The forward-looking information and statements included in this document are not guarantees of future performance and should not be unduly relied upon. Such information and statements involve known and unknown risks, uncertainties and other factors that may cause actual results or events to differ materially from those anticipated in such forward-looking information or statements, including, without limitation: volatility of the oil and natural gas industry; dependence on customer contracts and market acceptance; the Company’s growth strategy may not achieve anticipated results; potential litigation claims; difficulty in attracting and retaining skilled personnel; adverse litigation judgments, settlements and exposure to liability resulting from legal proceedings could reduce profits of limit Vertex’s ability to operate; the market for Vertex’s products and services is subject to extensive government and regulatory approvals; health, safety and environment laws and regulations may require the Company to make substantial expenditures or cause it to incur substantial liabilities; the Company may fail to realize anticipated benefits of future acquisitions; Vertex’s indebtedness may adversely affects its financial flexibility and competitive position; competition in the industries in which Vertex operates; downturns in general economic and market conditions; operational hazards and unforeseen interruptions for which Vertex may not be adequately insured; positive covenants in Vertex’s material contracts could limit its ability to operate; third part credit risk; conservation measures and technological advances may reduce demand for hydrocarbons; loss of the Company’s information and computer systems or cyber-attacks; director and officer conflicts of interest; a reassessment by tax authorities of Vertex’s income calculations; volatility in the price of the Common Shares; and the risk factors set forth under the heading “Risk Factors” in the AIF.

Vertex’s business is subject to a number of risks and uncertainties.

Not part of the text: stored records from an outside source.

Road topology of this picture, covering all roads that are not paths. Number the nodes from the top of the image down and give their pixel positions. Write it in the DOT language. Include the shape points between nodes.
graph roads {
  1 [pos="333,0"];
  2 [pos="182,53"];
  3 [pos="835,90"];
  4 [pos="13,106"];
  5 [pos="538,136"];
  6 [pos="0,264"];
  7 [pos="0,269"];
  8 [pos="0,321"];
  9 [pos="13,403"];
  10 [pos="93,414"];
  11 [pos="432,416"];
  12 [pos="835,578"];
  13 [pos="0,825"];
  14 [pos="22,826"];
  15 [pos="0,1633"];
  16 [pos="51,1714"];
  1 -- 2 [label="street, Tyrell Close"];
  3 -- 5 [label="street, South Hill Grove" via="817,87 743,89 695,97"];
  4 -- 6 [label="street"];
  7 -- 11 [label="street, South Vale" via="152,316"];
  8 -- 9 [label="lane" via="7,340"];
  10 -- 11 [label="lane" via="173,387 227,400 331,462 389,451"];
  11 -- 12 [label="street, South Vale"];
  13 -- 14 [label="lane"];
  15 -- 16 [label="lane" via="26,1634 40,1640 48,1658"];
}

Readers are encouraged to review and carefully consider the risk factors described in the AIF, which risk factors are specifically incorporated by reference herein.

The forward-looking statements contained in this MD&A are expressly qualified in their entirety by this cautionary statement. The forward-looking statements included in this MD&A are made as of the date of this MD&A. The Company does not intend and does not assume any obligation to update any such factors or to publicly announce the result of any revisions to any of the forward-looking statements contained herein to reflect future results, events, or developments, unless required by law.